Charlie, I have a daughter that is an executive secretary for management in the Department of Vehicles. She calls me from work all the time asking, "Mom, how do you spell....?" When she has to write a report, I would have to say that at least 40% of it is my work. And she has spell check on her computer. I can't wait until she retires in 5 years. Then I can stop working. My middle son has asked me to spell the word "a" for him. Nobody can be a worse speller than  my two kids. Sometimes I wonder if they are really mine. 

And besides, we all know that here in the forum, spelling never counts. We know what you mean. I have always found that I have a special place in my heart for folks who have difficulty with spelling. I always have had trouble with puncuation. English is such a difficult language. We love you just the way you are.


----------



## CharlieD (May 11, 2012)

TYou made me blush.


----------



## Margi Cintrano (May 11, 2012)

Good Evening Charlie,

When you mentioned a gnocchi shape, and then a poster discussed a rope / cord or snake  shaped pasta --- Are we talking about: 

1- Tortelli which is a square shaped Ravioli ? 
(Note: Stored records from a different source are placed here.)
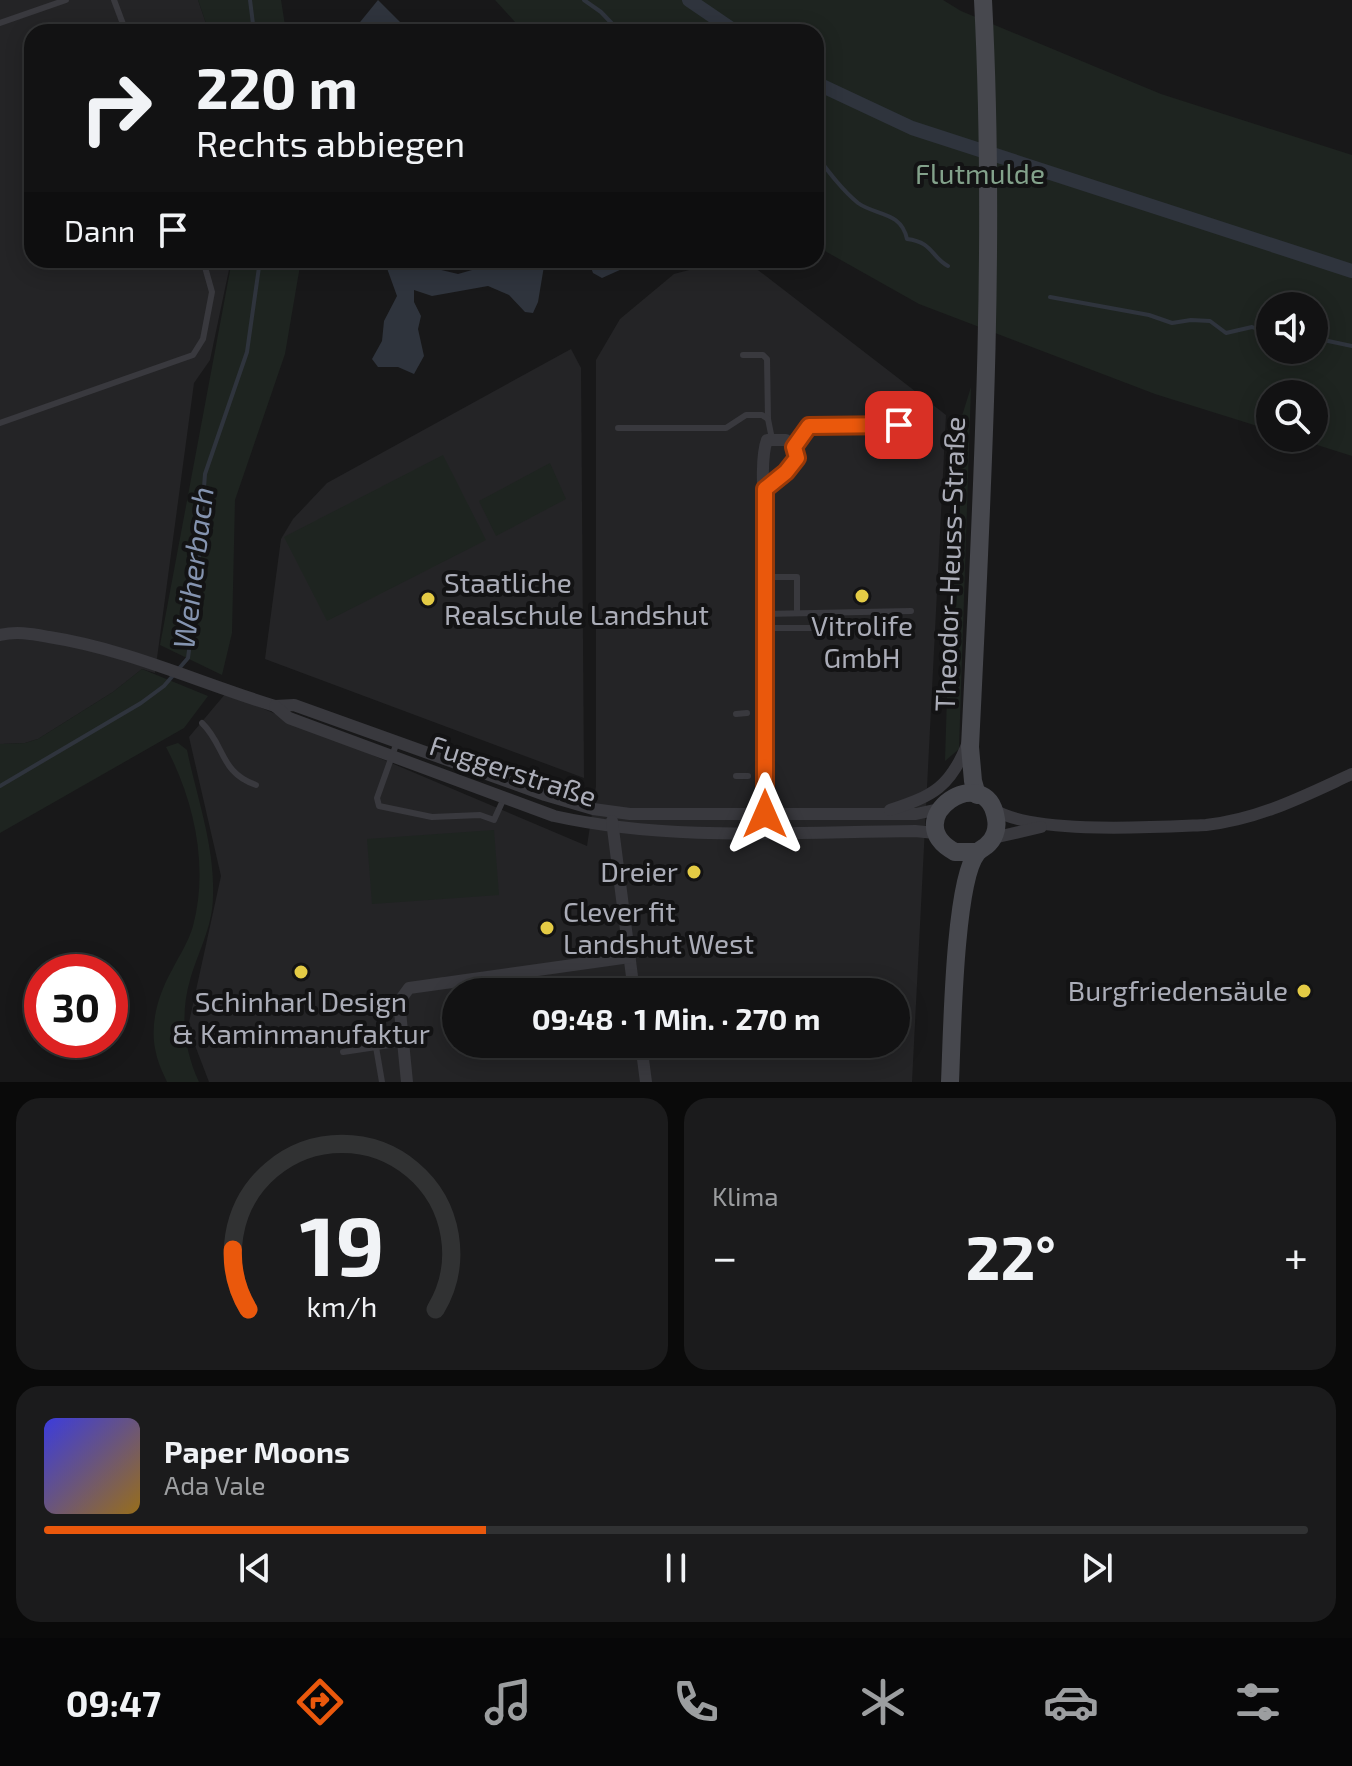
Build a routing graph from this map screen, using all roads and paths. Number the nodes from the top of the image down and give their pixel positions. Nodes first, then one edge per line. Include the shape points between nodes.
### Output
1 (66, 0) edge
2 (114, 0) edge
3 (983, 0) edge
4 (0, 23) edge
5 (123, 24) edge
6 (205, 268) edge
7 (743, 355) dead end
8 (768, 419) junction
9 (0, 423) edge
10 (899, 425) dead end
11 (618, 428) dead end
12 (772, 439) junction
13 (794, 447) junction
14 (765, 489) junction
15 (765, 577) junction
16 (911, 611) dead end
17 (797, 612) junction
18 (765, 614) junction
19 (765, 628) junction
20 (912, 628) dead end
21 (0, 635) edge
22 (275, 706) junction
23 (747, 713) dead end
24 (736, 714) dead end
25 (202, 723) dead end
26 (971, 740) junction
27 (397, 742) junction
28 (392, 756) junction
29 (1352, 774) edge
30 (736, 776) dead end
31 (748, 776) dead end
32 (256, 785) dead end
33 (956, 795) junction
34 (977, 795) junction
35 (504, 798) junction
36 (939, 809) junction
37 (993, 809) junction
38 (610, 811) junction
39 (879, 813) junction
40 (765, 814) junction
41 (1048, 825) junction
42 (613, 827) junction
43 (993, 838) junction
44 (944, 843) junction
45 (977, 852) junction
46 (961, 903) junction
47 (630, 957) junction
48 (632, 978) edge
49 (403, 1043) junction
50 (376, 1047) junction
51 (343, 1052) dead end
52 (643, 1058) edge
53 (382, 1082) edge
54 (407, 1082) edge
55 (646, 1082) edge
56 (950, 1082) edge

1 - 4 lane
2 - 5 lane
3 - 26 main road, Theodor-Heuss-Straße via 985,387
6 - 9 lane via 212,292 203,339 193,355
7 - 8 lane via 767,359
8 - 11 lane via 746,415 726,428
8 - 12 lane
10 - 13 lane via 812,425
12 - 13 street
12 - 14 street via 765,447
13 - 14 street via 797,458 792,466
14 - 15 street
15 - 17 lane via 797,577
15 - 18 street
16 - 17 lane
17 - 18 lane
18 - 19 street
19 - 20 lane
19 - 40 street
21 - 22 street, Fuggerstraße via 20,632 77,641
22 - 27 street, Fuggerstraße via 294,705
22 - 28 street, Fuggerstraße via 289,718
23 - 24 lane
25 - 32 lane via 228,767
26 - 33 main road, Theodor-Heuss-Straße
26 - 34 main road, Theodor-Heuss-Straße
26 - 39 street via 940,789
27 - 28 lane
27 - 38 street, Fuggerstraße via 545,795
28 - 35 street, Fuggerstraße
28 - 35 lane via 379,806 432,817 480,815 494,820
29 - 41 street via 1280,808 1228,822
30 - 31 lane
33 - 34 main road
33 - 36 main road
34 - 37 main road
35 - 42 street, Fuggerstraße via 554,816
36 - 39 street, Fuggerstraße
36 - 44 main road via 936,823
37 - 41 street
37 - 43 main road
38 - 40 street, Fuggerstraße
38 - 42 street
39 - 40 street, Fuggerstraße
41 - 43 street
42 - 44 street, Fuggerstraße via 667,833 915,831 935,833
42 - 47 street
43 - 45 main road
44 - 45 main road via 963,854
44 - 46 main road via 957,871
45 - 46 main road
46 - 56 main road
47 - 48 street
47 - 49 street via 409,988 401,999
49 - 50 lane
49 - 54 street
50 - 51 lane
50 - 53 lane
52 - 55 street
2- Panzerotti which is a half moon shape Ravioli ? 

3-  Fenesècchie which is a 6 inch thick Rope pasta ?  

4-  Or is it Cappelletti, a Ravioli rounded circular shape ? 
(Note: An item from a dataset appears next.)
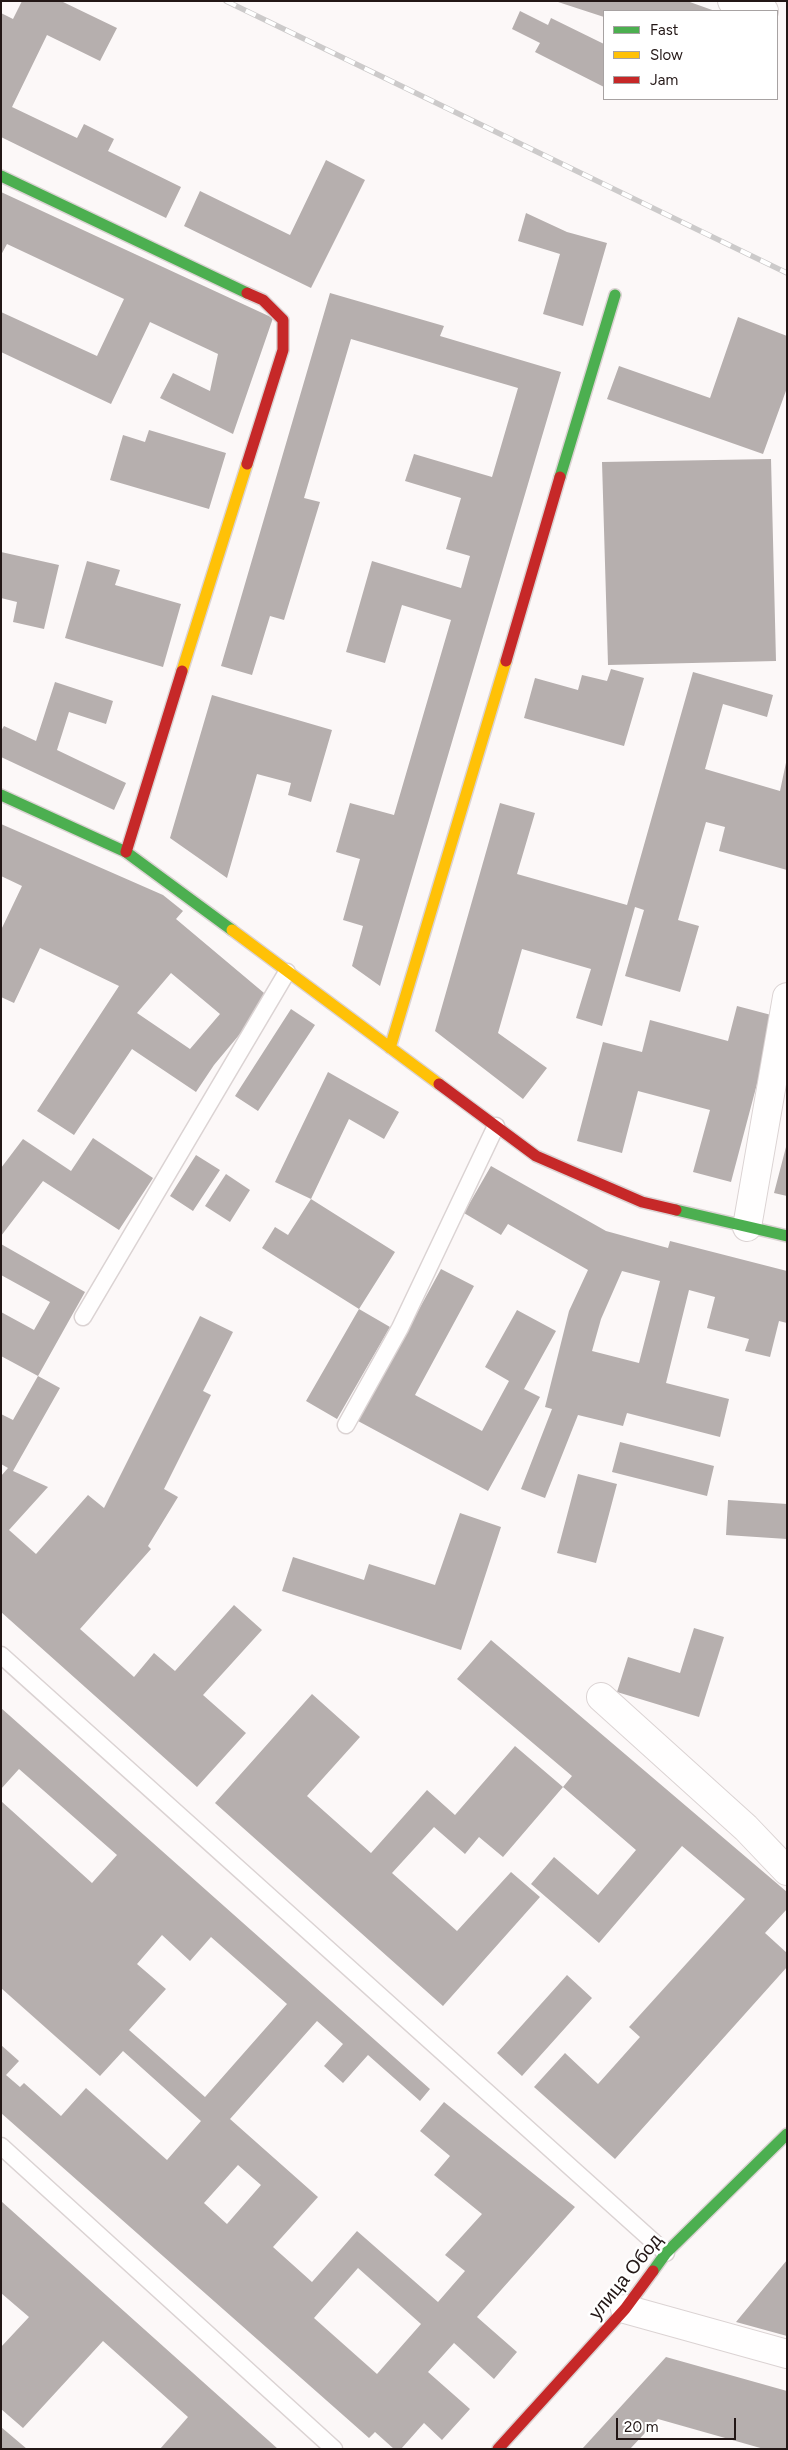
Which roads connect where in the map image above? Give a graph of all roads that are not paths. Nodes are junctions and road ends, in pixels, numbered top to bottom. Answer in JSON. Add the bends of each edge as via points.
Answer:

What shape in other words are these Dumplings ?

They sound wonderful.
Thanks for posting the recipe.
Margi. Cintrano.


----------



## CharlieD (May 11, 2012)

I really was not talking about any particular shape, more kind of variations of the name of the similar dish in different parts of the world. Honestly, gnocchi are not even made like this as far as I know; they supposed to be with potato, are they not? 
By the same talking you can throw in Chinese or Japanese dumplings.


----------



## Margi Cintrano (May 11, 2012)

*Charlie: Dumpling Recipe*

 Good Evening Charlie,

Thanks for such a quick reply.

Gnocchi can be made with grated Potato or wheat flour ... and / or with spinach added ... Depending on region ... 
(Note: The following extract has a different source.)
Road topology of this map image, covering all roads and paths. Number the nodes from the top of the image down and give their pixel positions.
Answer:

Your dumplings: so, are they sort of like Wonton-ish ? 

Are they similar to a Russian Perogi ? 

Fiona had stated: rolled into a rope shape ... so therefore a shape which would be like a rectangular packet ? 

Shape does not matter, I could see from your recipe ... the key is the DOUGH & how the dough is made ... and then, boiling process and of course the stuffing.

I just re-read it ... and I believe I can manage to follow ur instructions when I return from our anniversary trip. We are leaving 14th Monday and returning 19th Saturday afternoon. 

They sound real nice ... 

Thanks,
Margi.


----------



## PrincessFiona60 (May 11, 2012)

Margi,

Charlie ends up with a long rope of dough and just cuts it into coins, which he then boils.  They are not filled, that's why he calls them "Lazy."


----------



## Margi Cintrano (May 12, 2012)

Princess Fiona,

Thanks for your assistance ... Now I understand ... 

Have nice wkend. 
Margi.


----------



## CharlieD (May 13, 2012)

PrincessFiona60 said:


> Margi,
> 
> Charlie ends up with a long rope of dough and just cuts it into coins, which he then boils.  They are not filled, that's why he calls them "Lazy."



That is right, thank you.

Yea, Marg, just mix flour and cheese together and you are good to go. Even if you simply rip small pieces of the dough and throw into boiling water. The idea is to help people like me, lazy and busy. Simple solution.


----------



## Margi Cintrano (May 13, 2012)

Charlie, 

Good Morning,

Thanks very much. Shall do ... they sound scrumptuous ... I am a mangia mangia di Pasta ( pasta eater ) ... 

Margi.


----------